I am trying to create a barplot using ggplot2
where I am stacking by one variable and dodging by another.
Here is an example data set:
df=data.frame(
year=rep(c("2010","2011"),each=4),
treatment=rep(c("Impact","Control")),
type=rep(c("Phylum1","Phylum2"),each=2),
total=sample(1:100,8))
I would like to create a barplot where x=treatment
, y=total
, the stacked variable is type
and the dodged variable is year
. Of course I can do one or the other:
ggplot(df,aes(y=total,x=treatment,fill=type))+geom_bar(position="dodge",stat="identity")
ggplot(df,aes(y=total,x=treatment,fill=year))+geom_bar(position="dodge",stat="identity")
But not both! Thanks to anyone who can provide advice.
Here's an alternative take using faceting instead of dodging:
ggplot(df, aes(x = year, y = total, fill = type)) +
geom_bar(position = "stack", stat = "identity") +
facet_wrap( ~ treatment)
With Tyler's suggested change: + theme(panel.margin = grid::unit(-1.25, "lines"))
The closest you can get is by drawing a border around the dodged
bars to highlight the stacked type
values.
ggplot(df, aes(treatment, total, fill = year)) +
geom_bar(stat="identity", position="dodge", color="black")
You can use interaction(year, treatment)
as the x-axis variable as an alternative to dodge
.
library(dplyr)
library(ggplot2)
df=data.frame(
year=rep(c("2010","2011"),each=4),
treatment=rep(c("Impact","Control")),
type=rep(c("Phylum1","Phylum2"),each=2),
total=sample(1:100,8)) %>%
mutate(x_label = factor(str_replace(interaction(year, treatment), '\\.', ' / '),
ordered=TRUE))
ggplot(df, aes(x=x_label, y=total, fill=type)) +
geom_bar(stat='identity') +
labs(x='Year / Treatment')
Created on 2018-04-26 by the reprex package (v0.2.0).

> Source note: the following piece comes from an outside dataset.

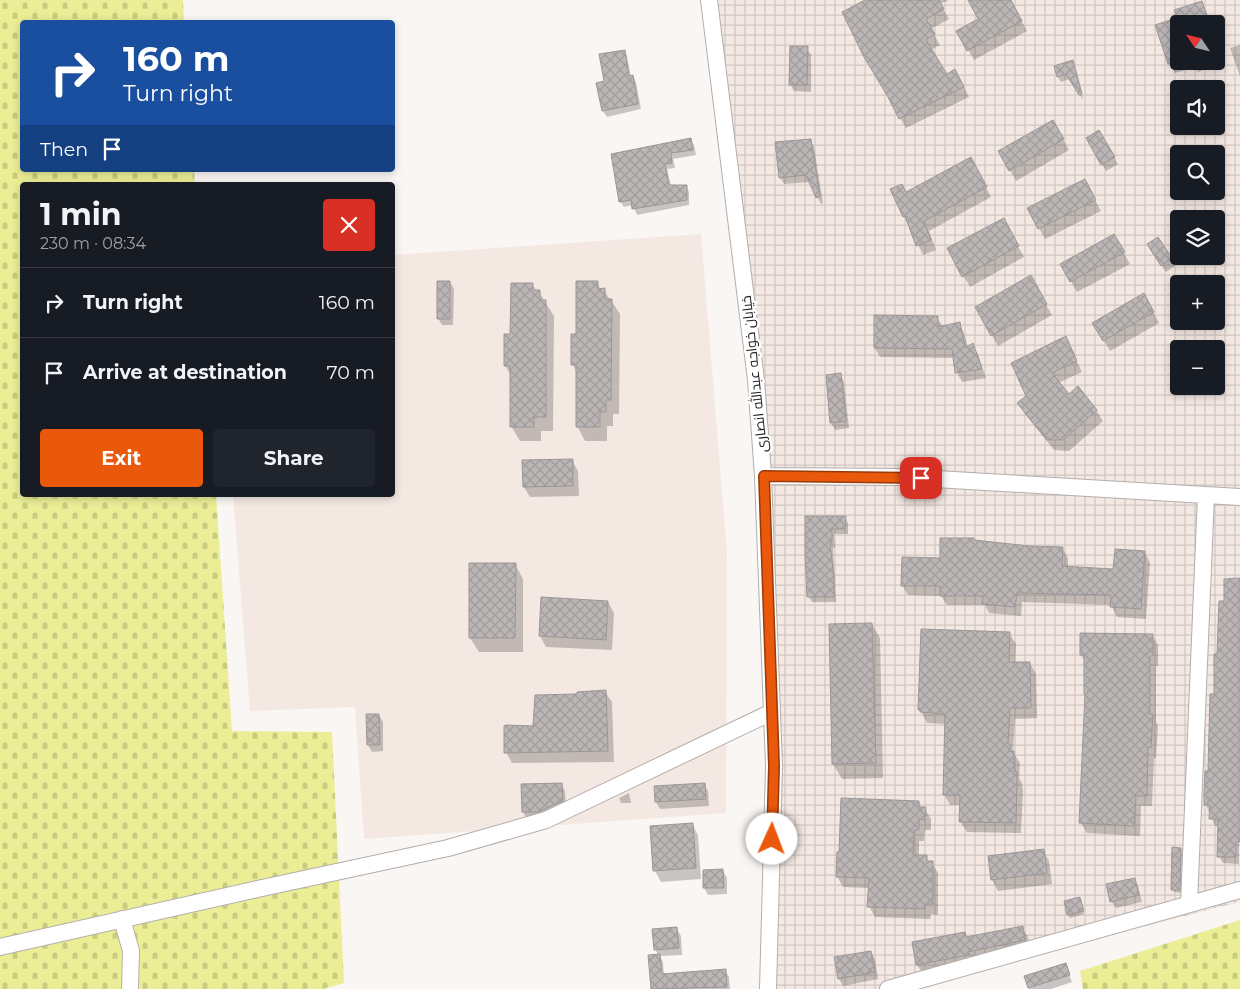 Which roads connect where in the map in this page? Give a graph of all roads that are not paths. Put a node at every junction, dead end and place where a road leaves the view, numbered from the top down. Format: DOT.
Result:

It can be done however its tricky/fiddly, you basically have to layer the bar chart.
here is my code:
library(tidyverse)
df=data.frame(
year=rep(c(2010,2011),each=4),
treatment=rep(c("Impact","Control")),
type=rep(c("Phylum1","Phylum2"),each=2),
total=sample(1:100,8))
# separate the by the variable which we are dodging by so
# we have two data frames impact and control
impact <- df %>% filter(treatment == "Impact") %>%
mutate(pos = sum(total, na.rm=T))
control <- df %>% filter(treatment == "Control") %>%
mutate(pos = sum(total, na.rm=T))
# calculate the position for the annotation element
impact_an <- impact %>% group_by(year) %>%
summarise(
pos = sum(total) + 12
, treatment = first(treatment)
)
control_an <- control %>% group_by(year) %>%
summarise(
pos = sum(total) + 12
, treatment = first(treatment)
)
# define the width of the bars, we need this set so that
# we can use it to position the second layer geom_bar
barwidth = 0.30
ggplot() +
geom_bar(
data = impact
, aes(x = year, y = total, fill = type)
, position = "stack"
, stat = "identity"
, width = barwidth
) +
annotate(
"text"
, x = impact_an$year
,y = impact_an$pos
, angle = 90
, label = impact_an$treatment
) +
geom_bar(
data = control
# here we are offsetting the position of the second layer bar
# by adding the barwidth plus 0.1 to push it to the right
, aes(x = year + barwidth + 0.1, y = total, fill = type)
, position = "stack"
, stat = "identity"
, width = barwidth
) +
annotate(
"text"
, x = control_an$year + (barwidth * 1) + 0.1
,y = control_an$pos
, angle = 90
, label = control_an$treatment
) +
scale_x_discrete(limits = c(2010, 2011))
This doesn't really scale well, however there are ways you could code it up to make it suit your situation, credit where its due I originally learnt this method from the following post: https://community.rstudio.com/t/ggplot-position-dodge-with-position-stack/16425
you can play with some alpha:
df %>%
group_by(year, treatment) %>%
mutate(cum_tot = cumsum(total)) %>%
ggplot(aes(treatment, cum_tot, fill =year)) +
geom_col(data = . %>% filter( type=="Phylum1"), position = position_dodge(width = 0.9), alpha = 1) +
geom_col(data = . %>% filter( type=="Phylum2"), position = position_dodge(width = 0.9), alpha = 0.4) +
geom_tile(aes(y=NA_integer_, alpha = factor(type))) +
scale_alpha_manual(values = c(1,0.4))
Now you can add theme(panel.background = element_rect(fill ="yellow"))
some background fill to mix the colors:
Finally you have to fix the legend using inkscape.